## Brief
The output is the lines below from the one with "ring tip: (1149, 777)" through the one with "pinky dip: (1199, 769)", both included, printed exactly and with no other line.

Segment Start: Data supplied

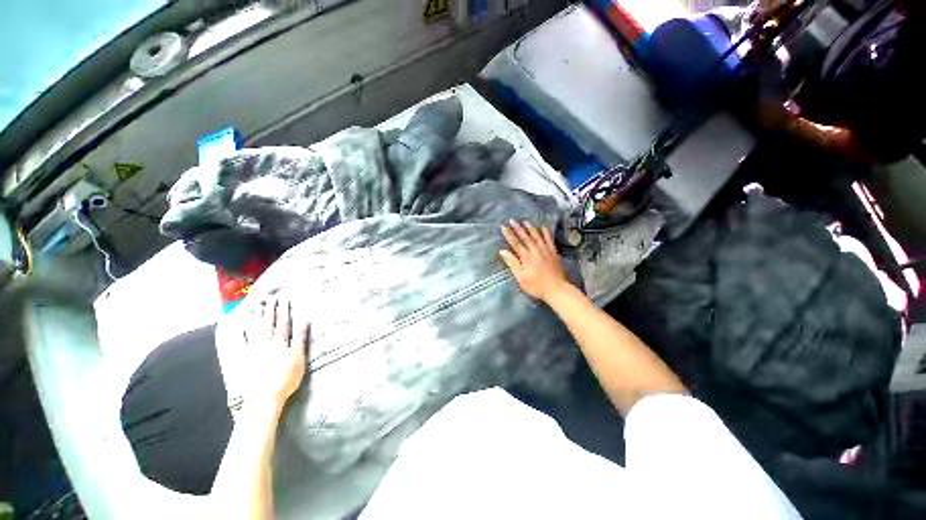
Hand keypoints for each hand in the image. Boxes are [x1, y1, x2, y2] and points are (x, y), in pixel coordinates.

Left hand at [245, 297, 308, 408]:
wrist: (264, 397)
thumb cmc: (286, 378)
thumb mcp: (298, 358)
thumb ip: (300, 339)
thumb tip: (304, 321)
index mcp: (280, 342)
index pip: (283, 322)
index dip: (284, 310)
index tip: (285, 298)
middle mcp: (265, 342)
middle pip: (268, 323)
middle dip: (270, 309)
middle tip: (270, 297)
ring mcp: (252, 350)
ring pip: (253, 330)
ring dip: (255, 317)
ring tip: (255, 306)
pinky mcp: (243, 359)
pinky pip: (239, 343)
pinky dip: (238, 333)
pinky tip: (236, 327)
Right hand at [500, 220, 570, 302]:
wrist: (557, 289)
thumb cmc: (536, 286)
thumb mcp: (521, 278)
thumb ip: (512, 263)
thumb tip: (503, 251)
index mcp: (526, 257)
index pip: (515, 243)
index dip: (508, 234)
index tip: (503, 227)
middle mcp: (535, 250)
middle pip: (525, 237)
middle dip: (518, 228)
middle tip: (512, 220)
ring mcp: (546, 250)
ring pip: (537, 236)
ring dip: (530, 228)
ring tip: (525, 221)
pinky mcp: (553, 252)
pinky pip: (549, 239)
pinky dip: (546, 233)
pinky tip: (543, 227)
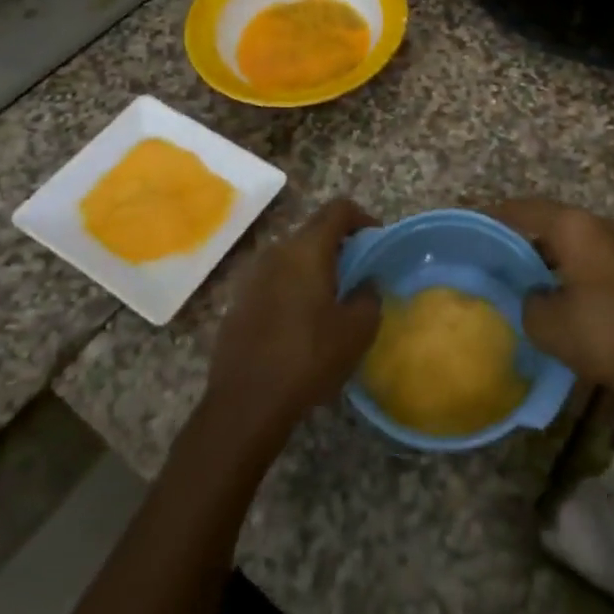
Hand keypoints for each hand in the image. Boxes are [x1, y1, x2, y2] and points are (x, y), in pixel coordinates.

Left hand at [204, 198, 381, 447]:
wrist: (244, 405)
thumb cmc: (308, 358)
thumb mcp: (357, 330)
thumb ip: (369, 296)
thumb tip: (365, 284)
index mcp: (307, 250)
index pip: (338, 209)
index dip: (362, 218)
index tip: (376, 242)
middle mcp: (276, 252)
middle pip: (314, 231)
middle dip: (339, 246)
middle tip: (358, 274)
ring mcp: (252, 277)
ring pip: (292, 258)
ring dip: (314, 269)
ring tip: (331, 301)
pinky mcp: (238, 303)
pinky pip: (273, 282)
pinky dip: (292, 289)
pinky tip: (300, 325)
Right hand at [492, 198, 613, 391]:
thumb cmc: (601, 330)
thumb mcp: (546, 323)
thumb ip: (528, 302)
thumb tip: (532, 296)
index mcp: (573, 226)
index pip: (525, 209)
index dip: (497, 216)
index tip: (476, 226)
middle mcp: (598, 225)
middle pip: (551, 222)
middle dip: (523, 237)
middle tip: (496, 254)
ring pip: (573, 241)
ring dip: (549, 255)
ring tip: (523, 276)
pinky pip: (590, 258)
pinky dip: (570, 269)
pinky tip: (558, 293)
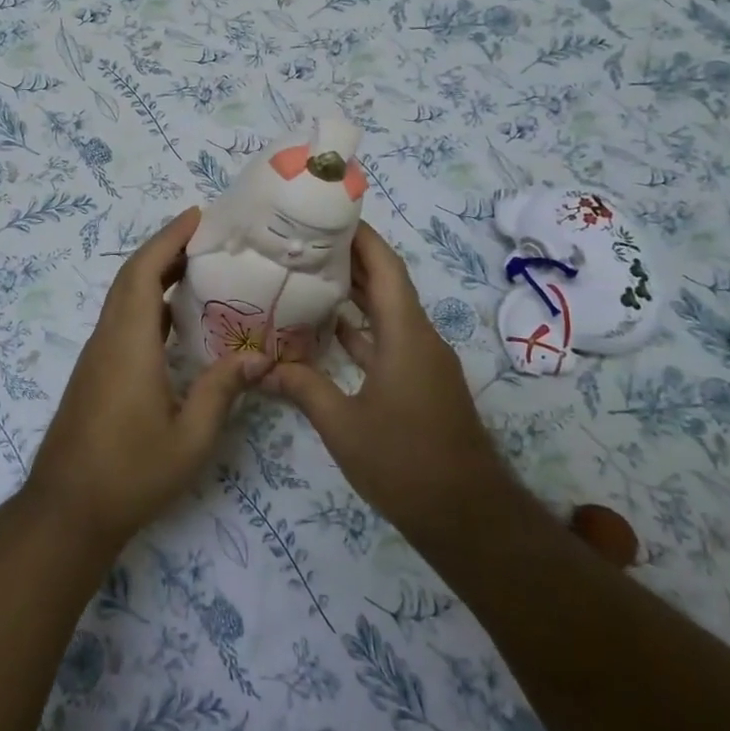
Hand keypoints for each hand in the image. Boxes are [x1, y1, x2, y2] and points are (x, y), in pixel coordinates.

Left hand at [28, 207, 272, 549]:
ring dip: (154, 274)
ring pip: (124, 297)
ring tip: (198, 267)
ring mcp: (98, 355)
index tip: (196, 216)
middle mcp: (109, 338)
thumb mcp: (190, 438)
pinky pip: (122, 319)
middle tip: (206, 236)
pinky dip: (148, 302)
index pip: (145, 273)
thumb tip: (259, 357)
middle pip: (131, 277)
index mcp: (129, 343)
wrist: (67, 510)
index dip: (169, 238)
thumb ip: (222, 391)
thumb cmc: (131, 473)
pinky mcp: (95, 372)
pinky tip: (176, 319)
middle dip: (165, 248)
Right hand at [261, 221, 508, 549]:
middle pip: (387, 283)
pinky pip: (389, 340)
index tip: (329, 213)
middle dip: (351, 258)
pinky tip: (330, 330)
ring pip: (387, 313)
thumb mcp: (343, 426)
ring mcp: (423, 362)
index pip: (385, 267)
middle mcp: (419, 338)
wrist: (468, 517)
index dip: (361, 236)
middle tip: (305, 240)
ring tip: (310, 274)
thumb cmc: (405, 462)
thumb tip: (261, 368)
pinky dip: (362, 329)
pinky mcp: (421, 383)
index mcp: (406, 334)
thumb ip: (303, 388)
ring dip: (355, 293)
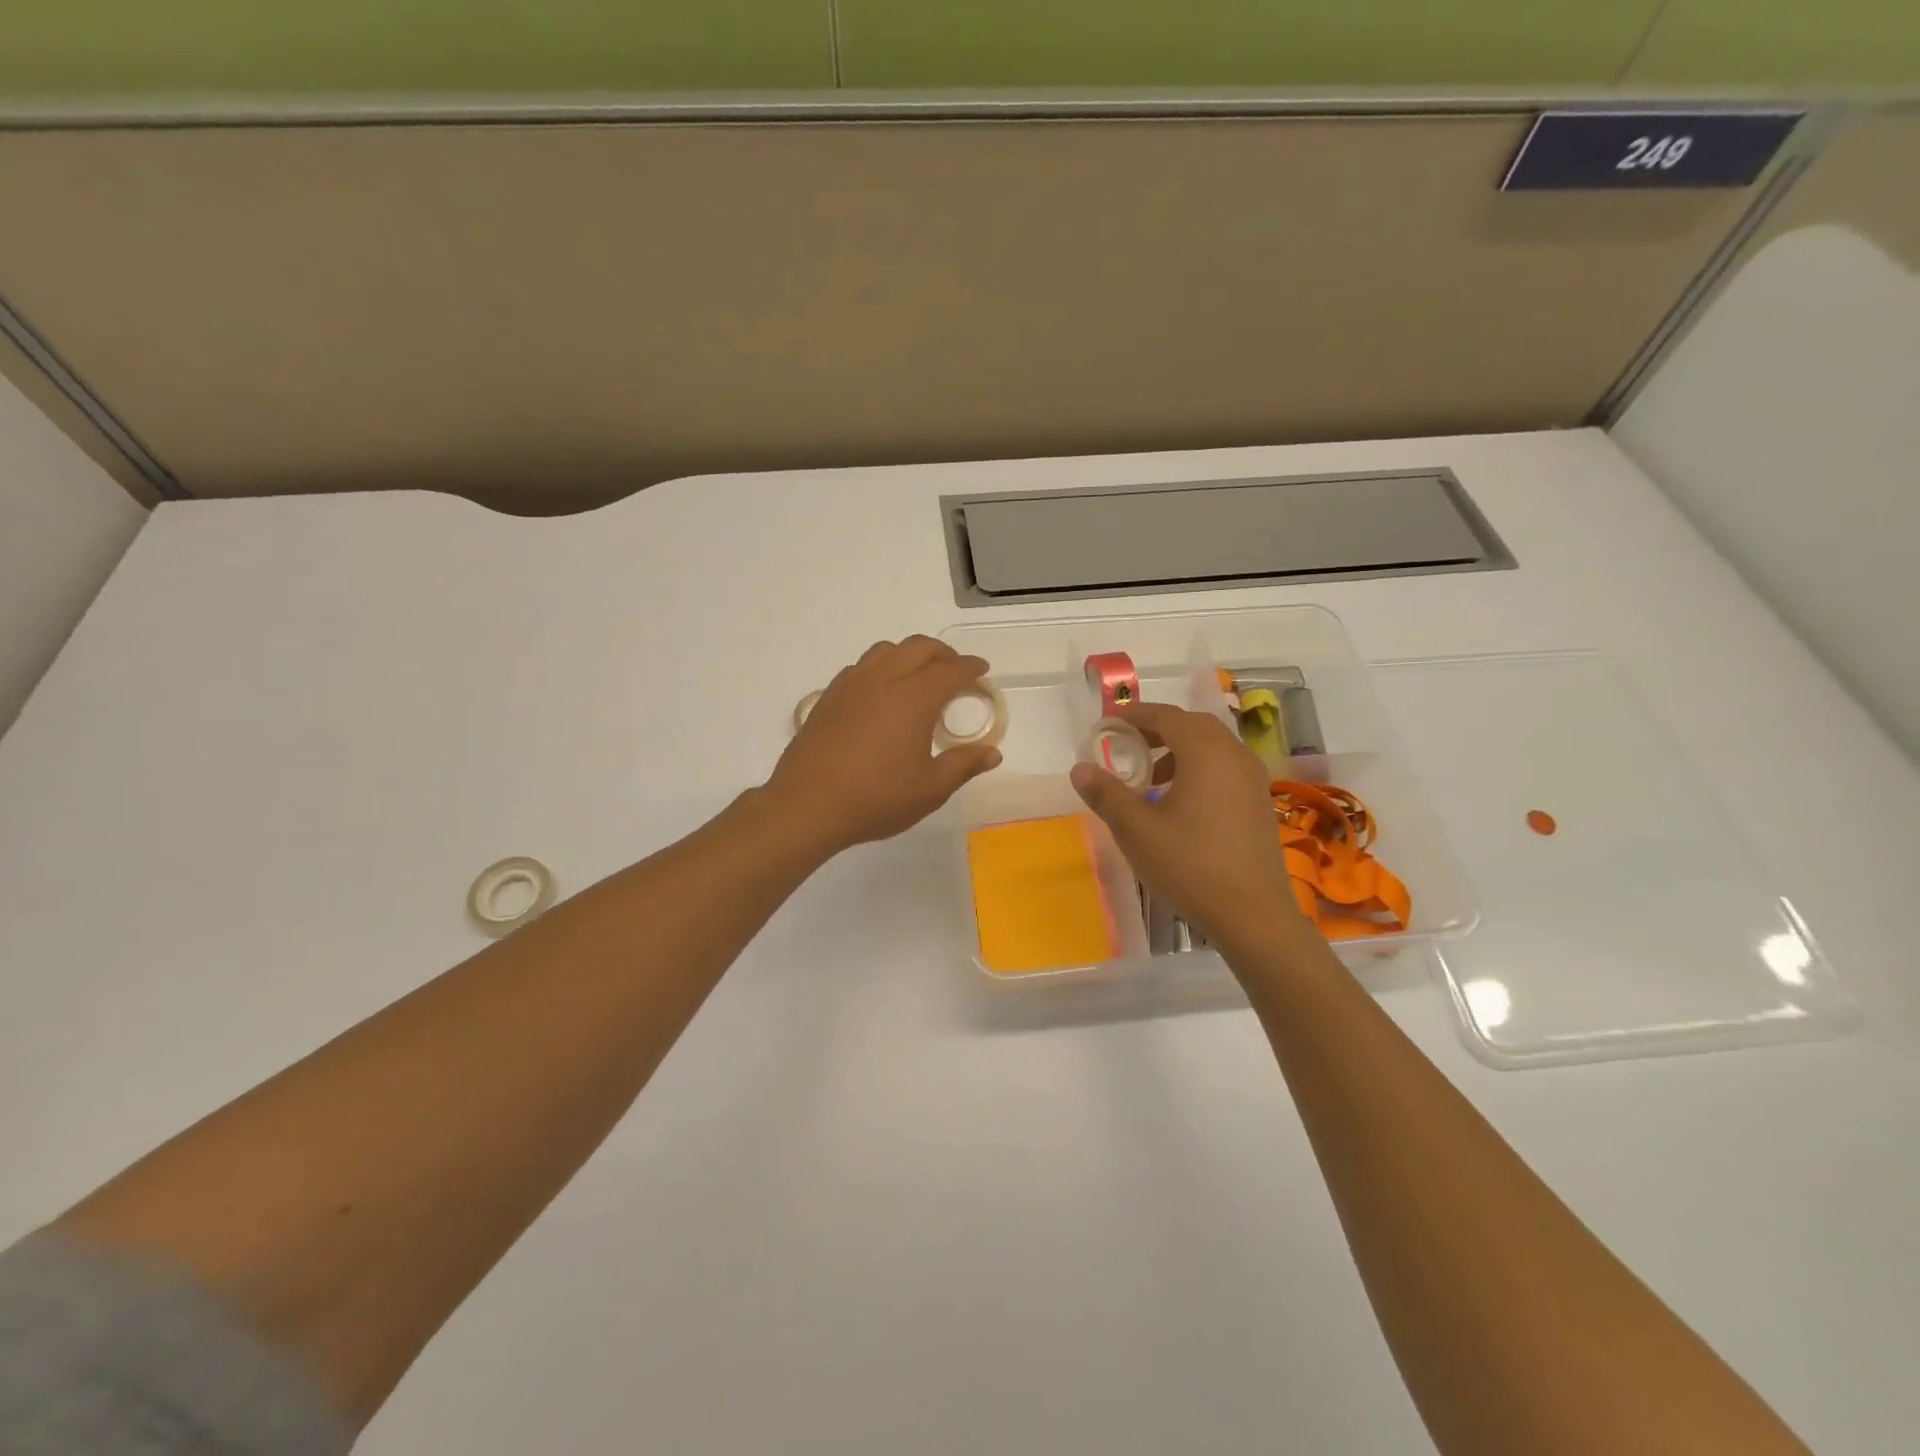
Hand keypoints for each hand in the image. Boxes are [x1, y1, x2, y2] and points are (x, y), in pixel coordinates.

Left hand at [766, 637, 1002, 855]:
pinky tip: (880, 693)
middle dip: (943, 653)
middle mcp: (883, 679)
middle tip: (955, 671)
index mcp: (914, 697)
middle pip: (918, 648)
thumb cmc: (876, 798)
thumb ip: (963, 765)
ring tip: (918, 677)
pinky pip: (861, 667)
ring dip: (909, 655)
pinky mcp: (828, 697)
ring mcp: (851, 685)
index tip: (982, 671)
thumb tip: (993, 753)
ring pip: (886, 651)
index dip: (970, 667)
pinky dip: (880, 668)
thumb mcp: (930, 789)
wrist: (807, 805)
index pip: (950, 670)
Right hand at [1069, 702, 1304, 948]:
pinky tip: (1180, 802)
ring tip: (1149, 777)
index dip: (1135, 715)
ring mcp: (1253, 779)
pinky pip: (1225, 768)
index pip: (1166, 716)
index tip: (1107, 723)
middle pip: (1192, 726)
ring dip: (1179, 750)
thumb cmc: (1190, 865)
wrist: (1252, 915)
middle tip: (1127, 745)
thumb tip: (1080, 768)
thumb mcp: (1136, 829)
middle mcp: (1234, 755)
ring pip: (1212, 747)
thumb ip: (1106, 794)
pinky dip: (1199, 769)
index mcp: (1205, 752)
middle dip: (1157, 729)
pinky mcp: (1260, 803)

Segment End: Data supplied

## Task solution
ring tip: (1149, 777)
index dip: (1135, 715)
ring mcp: (1253, 779)
pinky pip: (1225, 768)
index pip: (1166, 716)
index tip: (1107, 723)
middle pip: (1192, 726)
ring dip: (1179, 750)
thumb cmc: (1190, 865)
wrist: (1252, 915)
middle tip: (1127, 745)
thumb tip: (1080, 768)
thumb mcp: (1136, 829)
middle mcp: (1234, 755)
ring pip: (1212, 747)
thumb ip: (1106, 794)
pinky dip: (1199, 769)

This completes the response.